Inspiration

As touchscreens and voice assistants take over, something quietly gets left behind: tactile literacy. Braille isn’t obsolete it’s personal, private, and empowering. But while technology has gotten very good at reading text aloud for visually impaired users, it’s surprisingly bad at helping them find the text in the first place.

That’s where the real frustration lives.

For a Braille reader, the challenge isn’t decoding the dots it’s locating the sign in a big, unfamiliar space. You’re standing there, knowing the information exists, but not knowing where your hand should go. We didn’t want to build something that reads for people. We wanted to build something that respects the act of reading itself.

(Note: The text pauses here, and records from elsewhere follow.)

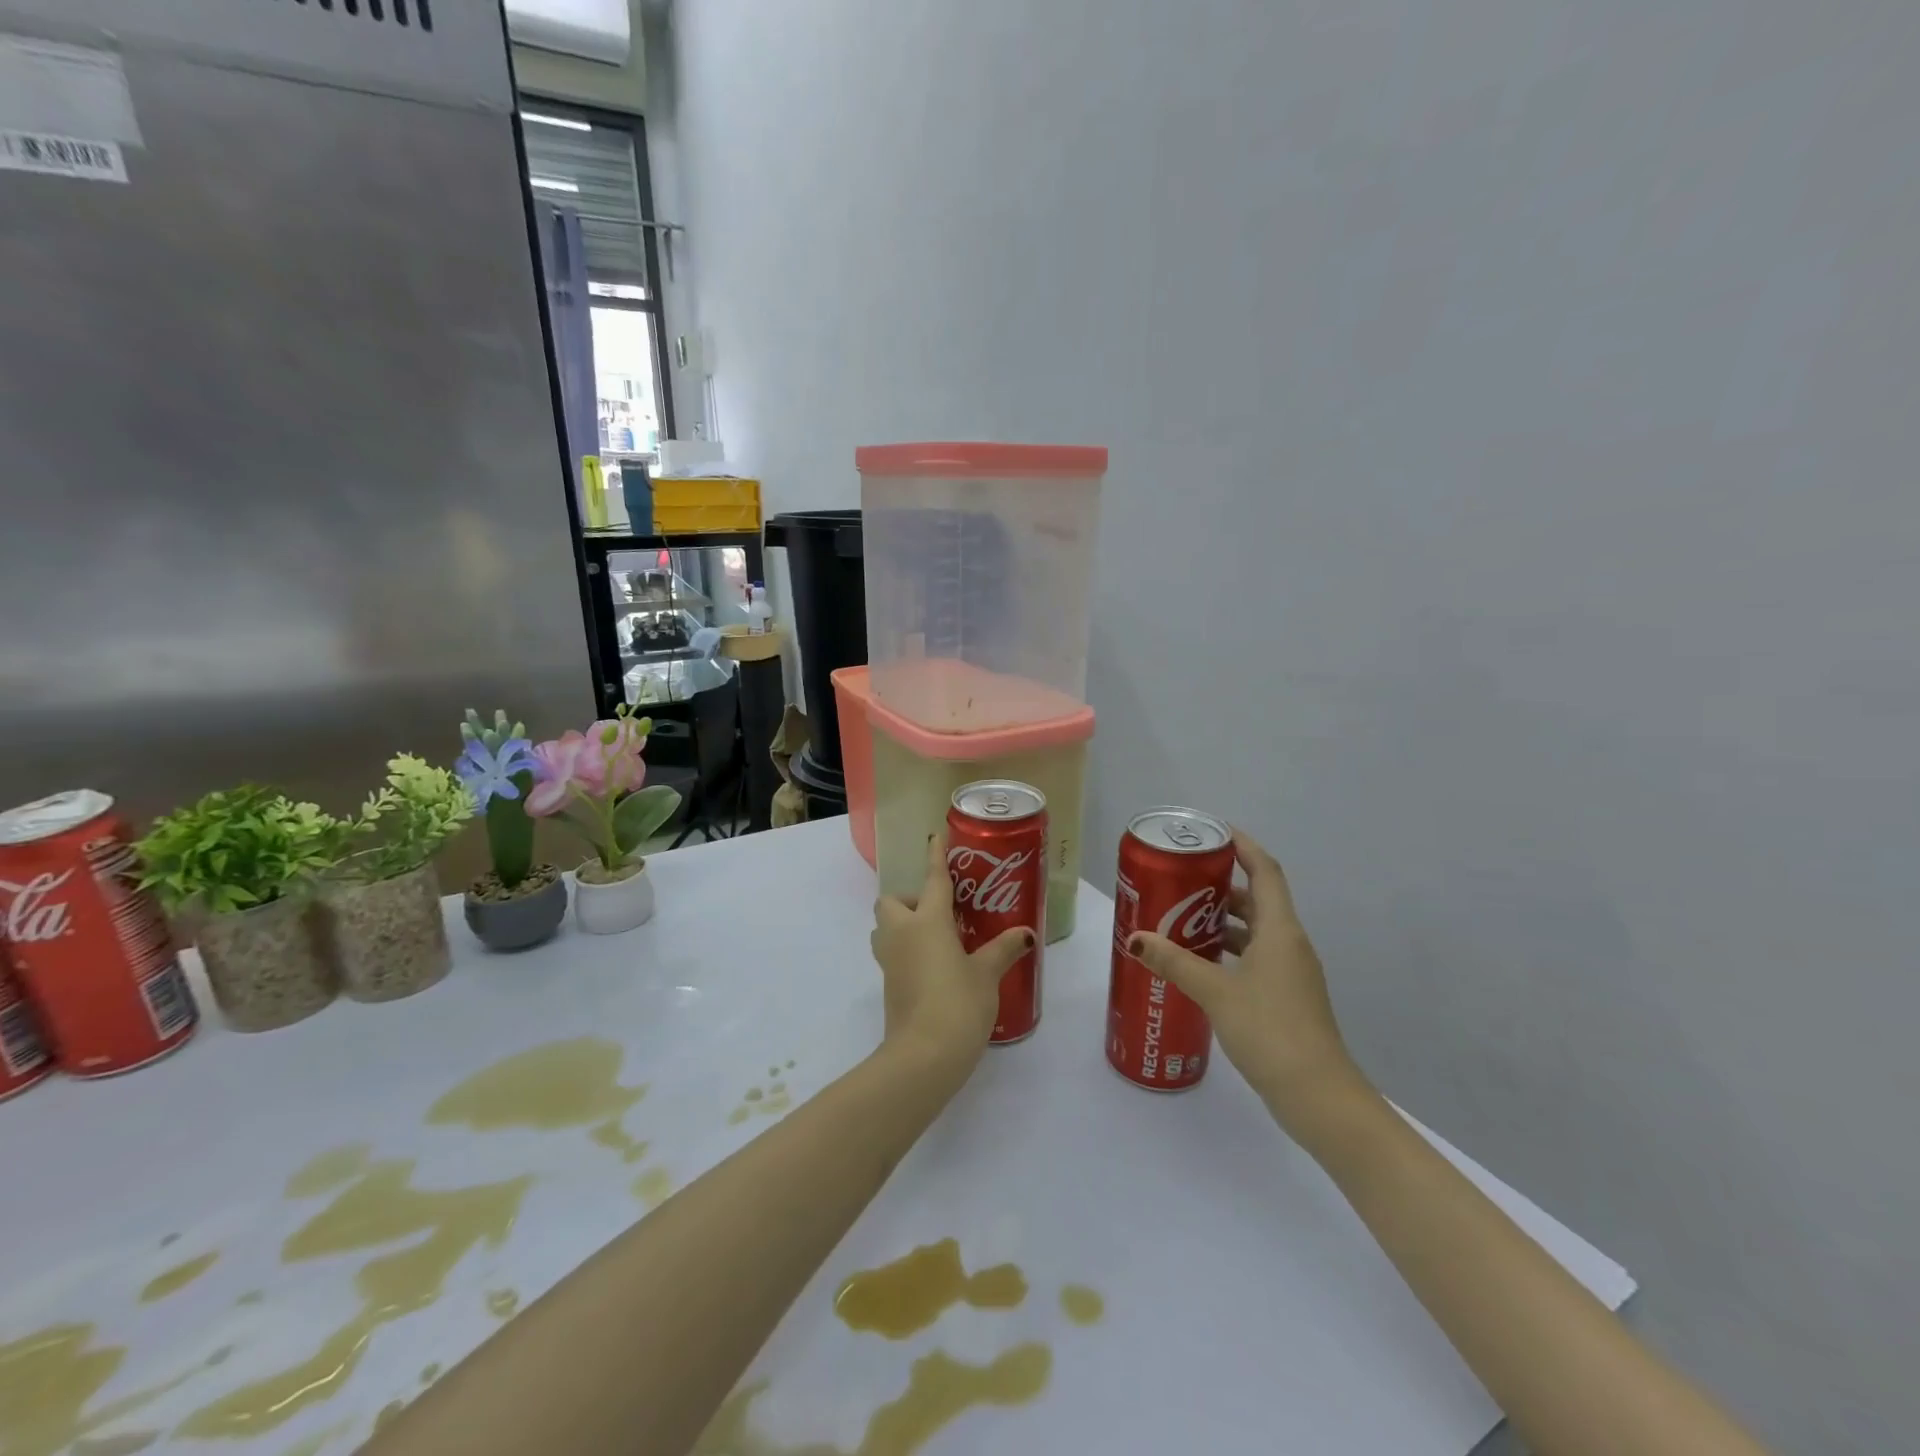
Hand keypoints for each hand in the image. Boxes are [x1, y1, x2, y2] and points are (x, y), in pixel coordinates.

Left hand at [871, 831, 1033, 1078]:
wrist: (923, 1055)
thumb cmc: (958, 1004)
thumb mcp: (987, 974)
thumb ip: (1002, 949)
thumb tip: (1023, 934)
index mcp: (927, 922)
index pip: (932, 880)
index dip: (935, 857)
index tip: (936, 837)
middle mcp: (902, 934)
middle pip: (891, 901)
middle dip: (908, 898)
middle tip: (940, 912)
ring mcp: (890, 960)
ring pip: (885, 927)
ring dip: (902, 924)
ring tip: (936, 937)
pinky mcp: (888, 984)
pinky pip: (892, 952)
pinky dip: (906, 949)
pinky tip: (934, 964)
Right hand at [1128, 830, 1367, 1132]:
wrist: (1319, 1096)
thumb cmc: (1270, 1031)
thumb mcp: (1215, 992)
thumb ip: (1175, 962)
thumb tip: (1137, 938)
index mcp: (1281, 931)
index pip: (1266, 872)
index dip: (1244, 846)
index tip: (1214, 832)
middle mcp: (1290, 944)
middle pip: (1259, 900)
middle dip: (1223, 886)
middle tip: (1183, 879)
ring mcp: (1291, 973)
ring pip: (1257, 931)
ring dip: (1224, 921)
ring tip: (1182, 918)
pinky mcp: (1287, 997)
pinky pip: (1256, 957)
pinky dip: (1230, 950)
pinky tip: (1201, 964)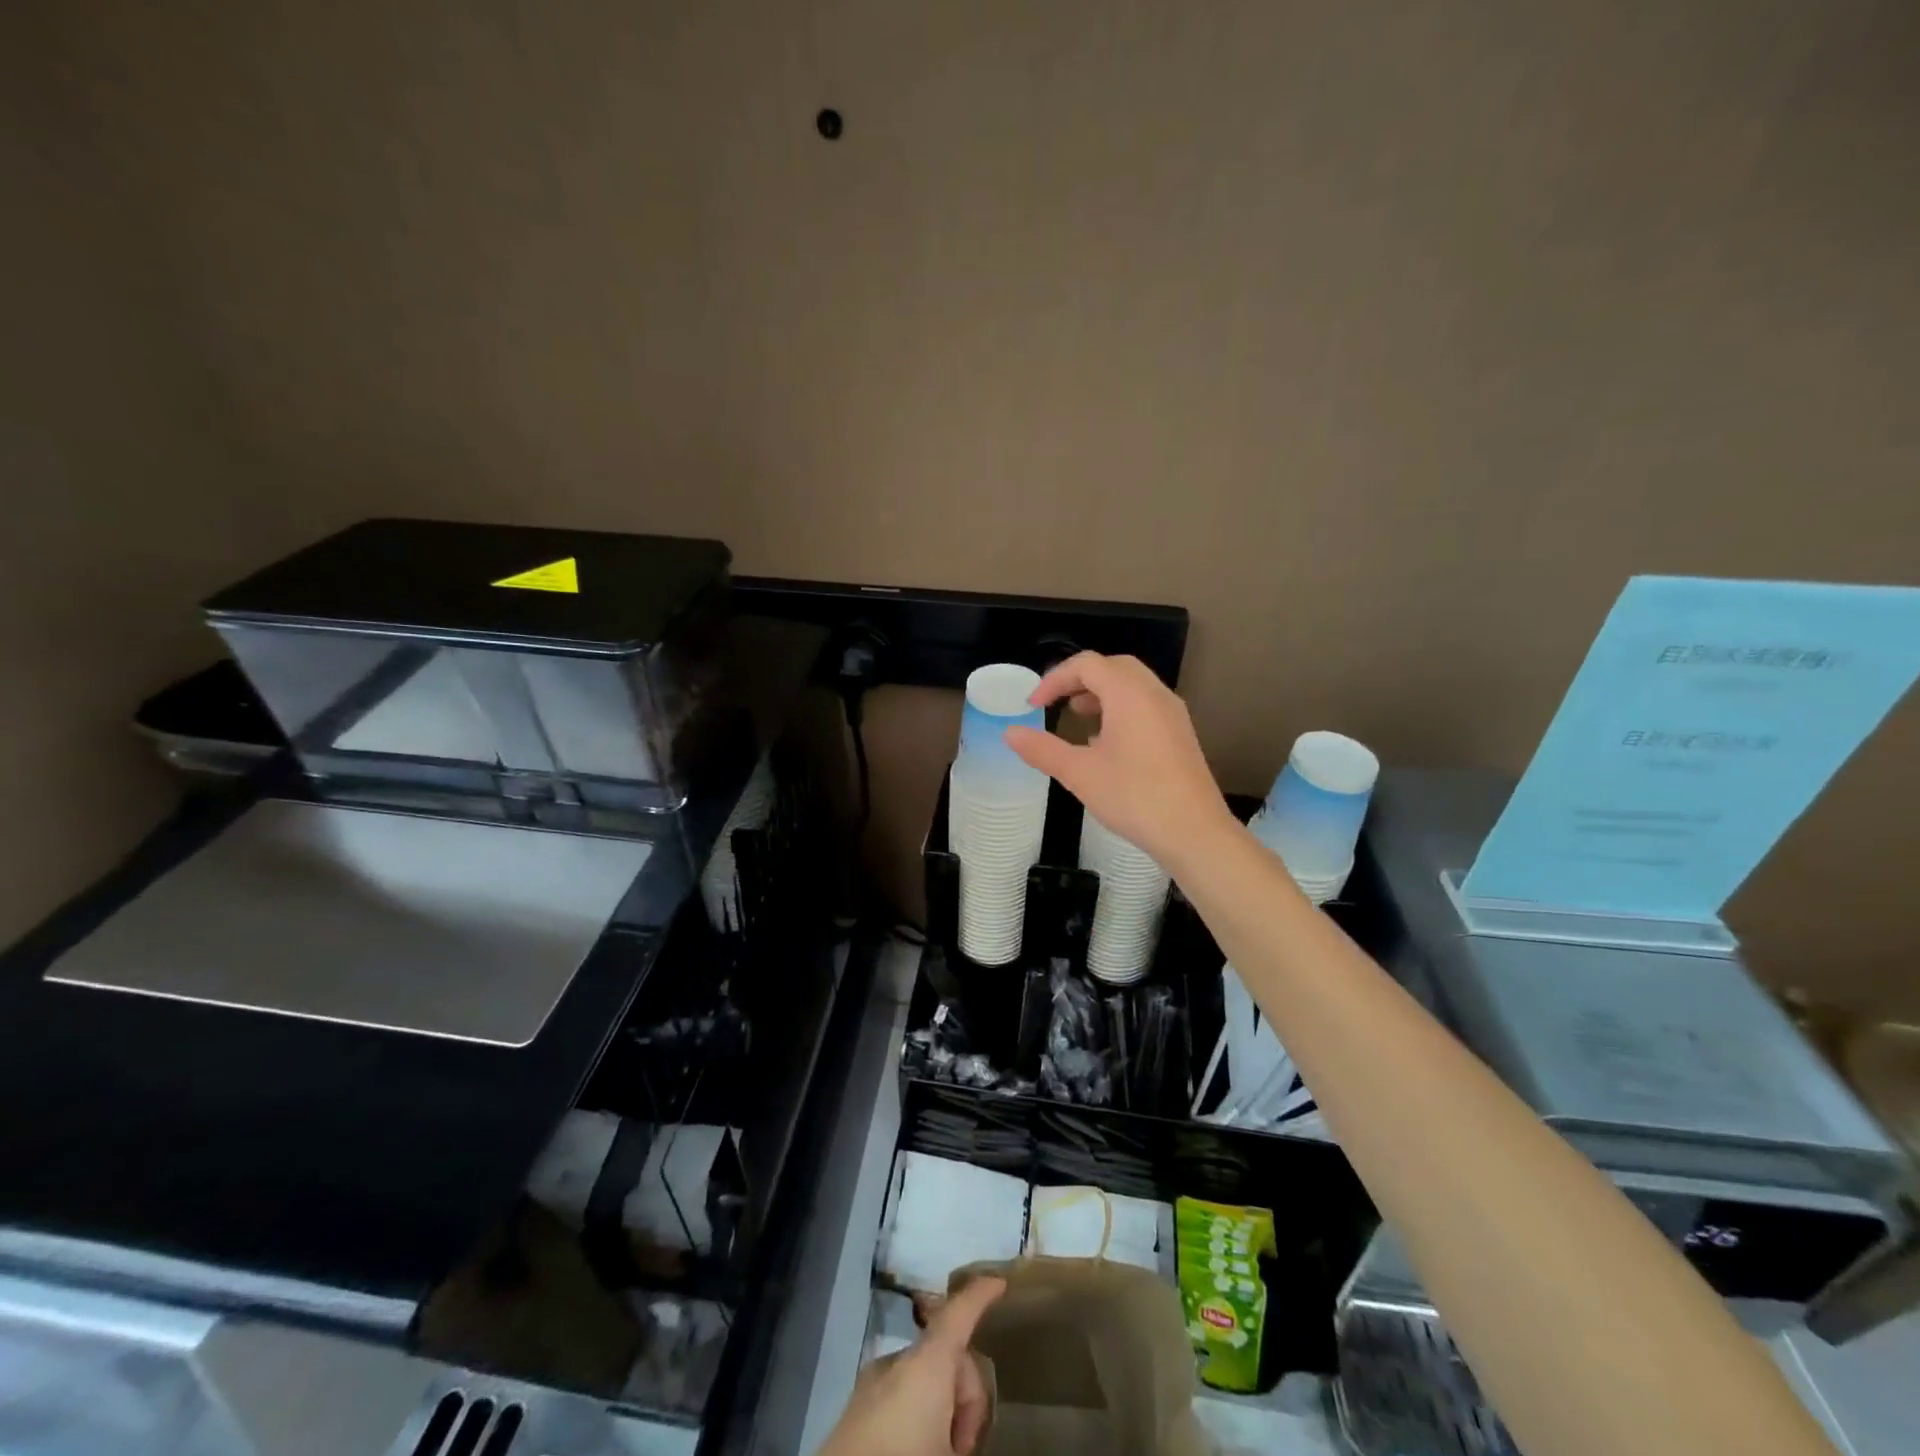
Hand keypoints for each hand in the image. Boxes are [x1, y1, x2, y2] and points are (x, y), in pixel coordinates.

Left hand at [820, 1276, 1005, 1455]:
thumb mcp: (952, 1452)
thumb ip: (972, 1430)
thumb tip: (968, 1437)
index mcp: (927, 1362)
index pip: (959, 1312)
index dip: (980, 1295)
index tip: (998, 1284)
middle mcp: (899, 1360)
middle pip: (946, 1353)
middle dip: (966, 1393)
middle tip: (965, 1446)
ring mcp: (873, 1382)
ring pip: (923, 1376)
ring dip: (942, 1407)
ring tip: (942, 1451)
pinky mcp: (856, 1409)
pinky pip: (900, 1394)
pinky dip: (918, 1414)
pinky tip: (916, 1448)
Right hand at [1005, 652, 1234, 871]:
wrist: (1194, 833)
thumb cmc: (1134, 797)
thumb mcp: (1079, 773)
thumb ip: (1042, 749)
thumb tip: (1010, 733)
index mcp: (1129, 694)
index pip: (1087, 665)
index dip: (1055, 679)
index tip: (1033, 706)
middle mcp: (1154, 694)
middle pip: (1113, 667)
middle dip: (1079, 680)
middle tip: (1056, 703)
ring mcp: (1173, 713)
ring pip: (1132, 685)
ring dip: (1101, 693)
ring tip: (1078, 719)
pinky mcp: (1180, 734)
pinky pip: (1146, 705)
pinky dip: (1120, 709)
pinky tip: (1106, 743)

That’s when the idea clicked: what if we built a kind of tactile GPS a system that guides your hand to the Braille, then gets out of the way?

What it does

See: A webcam scans the environment to detect braille signs via YOLO and braille models, and hand position via MediaPipe. Guide: It calculates the position of the sign relative to the user's hand. Feedback: It provides real-time guidance using voice commands (e.g., "Move left") to steer the user's hand directly to the braille text until the user can feel it.

How we built it

Started by optimizing the webcam's resolution to ensure the frame rate was high enough for real-time tracking without any noticeable lag. Our code then runs MediaPipe to map the hand's landmarks and a YOLO model to draw a bounding box around the Braille, essentially turning both into sets of 'x', 'y', 'z', coordinates on the screen. By calculating the distance and angle between these two points, the system triggers a logic loop that selects the right voice command like 'up' or 'left' to bridge the gap until the coordinates overlap

Challenges we ran into

Integration with braille and hand detection to work simultaneously, while computing their coordinate (distance):

Individually, creating the braille detection file and the hand detection file had a few difficulties that were easily solved. However, many hours went by to accurately integrate both of these detection files, drawing a line to bridge the gap between the fingers and the braille signature. Lastly, after getting the integration working, the actual computation and mapping of the coordinates accurately had several bugs.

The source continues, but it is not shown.